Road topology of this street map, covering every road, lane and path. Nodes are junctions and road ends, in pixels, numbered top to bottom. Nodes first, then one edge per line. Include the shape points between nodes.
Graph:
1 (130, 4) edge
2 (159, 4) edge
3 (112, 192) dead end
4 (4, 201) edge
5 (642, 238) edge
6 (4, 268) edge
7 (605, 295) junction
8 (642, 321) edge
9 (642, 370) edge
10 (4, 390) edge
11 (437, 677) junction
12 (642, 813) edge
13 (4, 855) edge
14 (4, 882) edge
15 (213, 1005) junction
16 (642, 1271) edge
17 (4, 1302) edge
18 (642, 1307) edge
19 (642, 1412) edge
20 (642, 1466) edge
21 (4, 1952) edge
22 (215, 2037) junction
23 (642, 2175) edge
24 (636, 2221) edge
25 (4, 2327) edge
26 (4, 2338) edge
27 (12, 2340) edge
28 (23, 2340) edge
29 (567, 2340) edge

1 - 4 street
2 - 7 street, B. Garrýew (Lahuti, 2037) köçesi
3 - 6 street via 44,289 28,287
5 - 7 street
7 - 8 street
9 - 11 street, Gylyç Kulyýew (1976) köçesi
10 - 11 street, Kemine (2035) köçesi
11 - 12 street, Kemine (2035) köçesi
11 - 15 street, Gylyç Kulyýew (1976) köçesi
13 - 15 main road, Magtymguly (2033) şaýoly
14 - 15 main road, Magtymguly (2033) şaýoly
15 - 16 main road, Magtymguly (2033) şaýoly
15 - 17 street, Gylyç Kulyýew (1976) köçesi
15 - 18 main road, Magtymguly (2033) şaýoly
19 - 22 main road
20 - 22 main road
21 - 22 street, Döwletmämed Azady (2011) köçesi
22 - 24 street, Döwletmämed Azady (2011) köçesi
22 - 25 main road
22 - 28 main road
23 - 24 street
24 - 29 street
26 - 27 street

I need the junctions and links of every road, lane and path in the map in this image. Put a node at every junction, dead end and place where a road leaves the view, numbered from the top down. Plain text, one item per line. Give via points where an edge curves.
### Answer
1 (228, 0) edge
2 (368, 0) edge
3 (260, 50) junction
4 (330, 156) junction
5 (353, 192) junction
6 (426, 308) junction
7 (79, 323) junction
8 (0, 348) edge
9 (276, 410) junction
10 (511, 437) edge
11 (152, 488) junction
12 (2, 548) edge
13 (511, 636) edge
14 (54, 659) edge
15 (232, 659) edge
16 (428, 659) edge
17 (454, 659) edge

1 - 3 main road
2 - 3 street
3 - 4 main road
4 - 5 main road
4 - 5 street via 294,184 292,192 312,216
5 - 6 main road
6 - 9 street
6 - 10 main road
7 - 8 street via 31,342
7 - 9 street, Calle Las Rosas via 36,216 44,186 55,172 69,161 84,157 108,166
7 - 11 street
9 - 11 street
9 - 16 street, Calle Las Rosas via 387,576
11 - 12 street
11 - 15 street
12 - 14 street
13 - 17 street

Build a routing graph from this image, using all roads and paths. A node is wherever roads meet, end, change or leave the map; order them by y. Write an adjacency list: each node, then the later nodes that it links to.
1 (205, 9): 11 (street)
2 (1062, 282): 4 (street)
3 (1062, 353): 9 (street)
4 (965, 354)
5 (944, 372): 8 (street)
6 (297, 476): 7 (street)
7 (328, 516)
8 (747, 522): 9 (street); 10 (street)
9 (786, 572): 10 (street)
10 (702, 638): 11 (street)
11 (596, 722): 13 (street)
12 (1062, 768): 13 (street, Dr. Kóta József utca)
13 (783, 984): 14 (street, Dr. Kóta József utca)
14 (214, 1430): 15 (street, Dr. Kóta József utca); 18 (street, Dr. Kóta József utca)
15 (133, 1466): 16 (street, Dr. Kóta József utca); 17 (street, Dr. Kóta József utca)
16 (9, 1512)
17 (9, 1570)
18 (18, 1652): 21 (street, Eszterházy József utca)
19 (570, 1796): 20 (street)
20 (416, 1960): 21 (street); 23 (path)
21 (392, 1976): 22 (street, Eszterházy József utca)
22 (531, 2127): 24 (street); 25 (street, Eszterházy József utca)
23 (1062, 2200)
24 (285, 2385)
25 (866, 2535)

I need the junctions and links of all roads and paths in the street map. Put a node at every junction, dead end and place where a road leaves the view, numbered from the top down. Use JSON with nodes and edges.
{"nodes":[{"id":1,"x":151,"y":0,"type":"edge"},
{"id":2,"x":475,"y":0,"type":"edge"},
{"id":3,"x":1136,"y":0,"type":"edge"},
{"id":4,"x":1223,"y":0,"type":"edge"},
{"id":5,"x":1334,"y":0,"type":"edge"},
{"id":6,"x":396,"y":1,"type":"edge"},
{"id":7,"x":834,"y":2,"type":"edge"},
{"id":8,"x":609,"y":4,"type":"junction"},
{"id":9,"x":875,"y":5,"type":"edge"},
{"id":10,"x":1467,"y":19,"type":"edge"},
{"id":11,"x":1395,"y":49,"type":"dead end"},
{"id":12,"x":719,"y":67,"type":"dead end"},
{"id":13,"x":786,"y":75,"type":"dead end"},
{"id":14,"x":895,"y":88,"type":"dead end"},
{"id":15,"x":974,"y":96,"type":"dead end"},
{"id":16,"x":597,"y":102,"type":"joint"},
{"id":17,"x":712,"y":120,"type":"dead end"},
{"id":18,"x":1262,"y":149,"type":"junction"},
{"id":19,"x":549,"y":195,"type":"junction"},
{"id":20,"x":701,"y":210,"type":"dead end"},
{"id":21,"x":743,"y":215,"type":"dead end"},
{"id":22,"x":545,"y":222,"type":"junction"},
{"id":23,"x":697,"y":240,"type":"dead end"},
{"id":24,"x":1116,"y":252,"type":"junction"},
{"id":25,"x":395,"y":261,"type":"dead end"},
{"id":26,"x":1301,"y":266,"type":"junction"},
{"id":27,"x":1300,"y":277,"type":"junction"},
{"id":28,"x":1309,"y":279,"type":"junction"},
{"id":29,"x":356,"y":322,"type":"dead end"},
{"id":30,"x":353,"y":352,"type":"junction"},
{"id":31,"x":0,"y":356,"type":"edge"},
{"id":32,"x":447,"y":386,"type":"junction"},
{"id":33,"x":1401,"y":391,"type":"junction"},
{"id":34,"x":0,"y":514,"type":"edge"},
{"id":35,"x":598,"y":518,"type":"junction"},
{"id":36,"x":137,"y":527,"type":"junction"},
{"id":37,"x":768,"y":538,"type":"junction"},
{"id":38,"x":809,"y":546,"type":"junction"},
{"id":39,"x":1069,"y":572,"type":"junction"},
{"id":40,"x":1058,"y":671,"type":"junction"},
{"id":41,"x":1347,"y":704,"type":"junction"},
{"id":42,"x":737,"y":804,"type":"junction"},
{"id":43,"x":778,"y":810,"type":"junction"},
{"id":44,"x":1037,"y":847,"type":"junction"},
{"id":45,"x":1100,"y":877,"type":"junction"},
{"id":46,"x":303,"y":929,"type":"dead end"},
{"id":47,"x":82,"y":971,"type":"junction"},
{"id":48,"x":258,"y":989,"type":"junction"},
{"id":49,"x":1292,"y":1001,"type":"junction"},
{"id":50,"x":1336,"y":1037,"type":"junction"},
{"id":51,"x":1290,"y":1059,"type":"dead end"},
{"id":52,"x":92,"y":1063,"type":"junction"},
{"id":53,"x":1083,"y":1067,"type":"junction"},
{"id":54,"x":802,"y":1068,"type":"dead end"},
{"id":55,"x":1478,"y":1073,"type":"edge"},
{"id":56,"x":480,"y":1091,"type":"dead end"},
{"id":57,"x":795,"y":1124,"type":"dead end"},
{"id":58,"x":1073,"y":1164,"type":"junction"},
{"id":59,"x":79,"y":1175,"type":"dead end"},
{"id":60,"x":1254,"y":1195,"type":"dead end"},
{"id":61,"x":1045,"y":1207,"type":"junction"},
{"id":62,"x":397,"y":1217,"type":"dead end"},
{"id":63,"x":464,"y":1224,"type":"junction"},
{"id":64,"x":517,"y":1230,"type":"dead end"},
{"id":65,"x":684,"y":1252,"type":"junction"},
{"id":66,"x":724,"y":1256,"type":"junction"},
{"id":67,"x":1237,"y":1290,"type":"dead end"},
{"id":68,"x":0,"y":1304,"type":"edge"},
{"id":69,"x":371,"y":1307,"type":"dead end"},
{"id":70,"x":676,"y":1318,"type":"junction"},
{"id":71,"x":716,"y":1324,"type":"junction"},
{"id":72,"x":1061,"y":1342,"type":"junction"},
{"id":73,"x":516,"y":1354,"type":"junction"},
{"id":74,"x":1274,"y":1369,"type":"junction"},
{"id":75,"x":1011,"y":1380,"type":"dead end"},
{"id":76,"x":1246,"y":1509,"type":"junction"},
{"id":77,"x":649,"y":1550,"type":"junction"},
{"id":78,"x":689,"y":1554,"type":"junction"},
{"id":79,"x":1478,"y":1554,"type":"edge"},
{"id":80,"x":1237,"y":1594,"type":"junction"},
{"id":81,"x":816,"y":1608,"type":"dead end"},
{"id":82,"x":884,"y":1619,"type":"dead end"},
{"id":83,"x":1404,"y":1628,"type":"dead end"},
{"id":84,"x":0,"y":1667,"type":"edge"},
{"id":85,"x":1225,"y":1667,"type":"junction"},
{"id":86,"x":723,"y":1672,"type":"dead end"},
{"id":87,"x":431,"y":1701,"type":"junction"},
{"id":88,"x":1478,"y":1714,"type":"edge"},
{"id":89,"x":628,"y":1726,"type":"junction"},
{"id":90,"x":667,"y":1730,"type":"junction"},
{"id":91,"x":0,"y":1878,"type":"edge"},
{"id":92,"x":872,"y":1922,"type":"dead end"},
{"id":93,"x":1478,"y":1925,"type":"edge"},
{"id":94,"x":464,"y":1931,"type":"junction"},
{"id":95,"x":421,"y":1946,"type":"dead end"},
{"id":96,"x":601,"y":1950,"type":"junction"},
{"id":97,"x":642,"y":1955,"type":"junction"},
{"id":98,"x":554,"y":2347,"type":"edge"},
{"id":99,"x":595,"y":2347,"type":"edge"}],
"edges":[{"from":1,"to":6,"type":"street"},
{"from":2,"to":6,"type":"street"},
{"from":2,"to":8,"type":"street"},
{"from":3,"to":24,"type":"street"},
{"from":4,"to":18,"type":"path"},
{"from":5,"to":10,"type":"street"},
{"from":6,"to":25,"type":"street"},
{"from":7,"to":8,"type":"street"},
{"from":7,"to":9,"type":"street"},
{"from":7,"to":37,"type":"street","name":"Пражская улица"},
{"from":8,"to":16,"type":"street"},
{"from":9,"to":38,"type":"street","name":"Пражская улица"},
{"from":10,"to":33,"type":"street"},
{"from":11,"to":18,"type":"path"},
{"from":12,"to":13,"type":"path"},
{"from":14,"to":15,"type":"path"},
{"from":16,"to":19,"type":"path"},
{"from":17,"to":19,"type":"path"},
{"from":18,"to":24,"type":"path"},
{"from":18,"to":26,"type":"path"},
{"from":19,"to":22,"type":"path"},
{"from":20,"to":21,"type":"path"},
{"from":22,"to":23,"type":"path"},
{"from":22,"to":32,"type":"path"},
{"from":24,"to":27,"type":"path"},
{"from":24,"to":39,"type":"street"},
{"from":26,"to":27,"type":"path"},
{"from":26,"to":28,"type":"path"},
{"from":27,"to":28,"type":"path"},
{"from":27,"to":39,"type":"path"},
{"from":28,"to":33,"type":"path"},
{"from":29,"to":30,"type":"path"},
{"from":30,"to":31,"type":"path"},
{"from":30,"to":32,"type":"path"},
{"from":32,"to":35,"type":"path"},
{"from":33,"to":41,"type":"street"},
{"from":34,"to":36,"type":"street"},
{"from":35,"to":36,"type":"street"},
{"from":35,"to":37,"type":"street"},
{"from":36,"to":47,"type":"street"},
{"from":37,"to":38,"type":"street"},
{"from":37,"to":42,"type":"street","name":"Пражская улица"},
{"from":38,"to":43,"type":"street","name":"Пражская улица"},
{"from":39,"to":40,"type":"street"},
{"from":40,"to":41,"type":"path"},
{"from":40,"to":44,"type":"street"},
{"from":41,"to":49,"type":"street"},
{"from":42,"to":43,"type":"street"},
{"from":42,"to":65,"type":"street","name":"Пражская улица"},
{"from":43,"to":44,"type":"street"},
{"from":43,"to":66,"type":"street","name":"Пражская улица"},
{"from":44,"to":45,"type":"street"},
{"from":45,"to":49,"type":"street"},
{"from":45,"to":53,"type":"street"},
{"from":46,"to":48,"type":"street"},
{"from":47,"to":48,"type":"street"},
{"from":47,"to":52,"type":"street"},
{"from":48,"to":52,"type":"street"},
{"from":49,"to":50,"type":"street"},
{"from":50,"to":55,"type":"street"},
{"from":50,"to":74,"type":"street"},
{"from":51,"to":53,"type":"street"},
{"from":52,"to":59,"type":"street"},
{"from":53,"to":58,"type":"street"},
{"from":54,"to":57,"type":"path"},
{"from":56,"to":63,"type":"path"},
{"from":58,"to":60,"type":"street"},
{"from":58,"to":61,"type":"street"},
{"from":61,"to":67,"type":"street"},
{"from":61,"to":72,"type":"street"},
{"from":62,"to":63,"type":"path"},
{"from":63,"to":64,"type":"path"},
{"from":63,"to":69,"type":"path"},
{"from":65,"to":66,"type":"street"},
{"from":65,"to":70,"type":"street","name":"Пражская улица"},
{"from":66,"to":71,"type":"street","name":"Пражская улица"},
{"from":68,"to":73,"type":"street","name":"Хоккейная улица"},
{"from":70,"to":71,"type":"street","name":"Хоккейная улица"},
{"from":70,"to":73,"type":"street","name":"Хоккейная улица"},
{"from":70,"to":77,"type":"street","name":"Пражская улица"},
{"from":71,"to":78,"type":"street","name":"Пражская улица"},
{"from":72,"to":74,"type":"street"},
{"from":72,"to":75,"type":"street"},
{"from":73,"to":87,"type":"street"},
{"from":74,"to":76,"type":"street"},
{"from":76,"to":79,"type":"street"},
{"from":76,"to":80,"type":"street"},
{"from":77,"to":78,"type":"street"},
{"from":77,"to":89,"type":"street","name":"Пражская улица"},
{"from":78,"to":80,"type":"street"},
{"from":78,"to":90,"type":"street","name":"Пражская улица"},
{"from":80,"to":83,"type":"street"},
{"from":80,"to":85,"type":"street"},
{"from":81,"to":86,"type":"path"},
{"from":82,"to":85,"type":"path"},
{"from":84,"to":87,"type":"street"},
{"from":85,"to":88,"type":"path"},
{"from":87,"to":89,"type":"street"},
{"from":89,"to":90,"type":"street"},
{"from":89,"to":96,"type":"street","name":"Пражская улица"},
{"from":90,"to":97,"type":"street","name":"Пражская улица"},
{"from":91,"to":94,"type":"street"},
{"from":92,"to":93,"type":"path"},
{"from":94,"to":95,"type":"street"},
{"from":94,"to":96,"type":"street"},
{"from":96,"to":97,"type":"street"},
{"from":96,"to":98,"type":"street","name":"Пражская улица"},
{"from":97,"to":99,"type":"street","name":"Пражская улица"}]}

## Your goal
Wherever the string "Döwletmämed" occurs in the listing, return the line it sits on.

## Reply to the exercise
21 - 22 street, Döwletmämed Azady (2011) köçesi
22 - 24 street, Döwletmämed Azady (2011) köçesi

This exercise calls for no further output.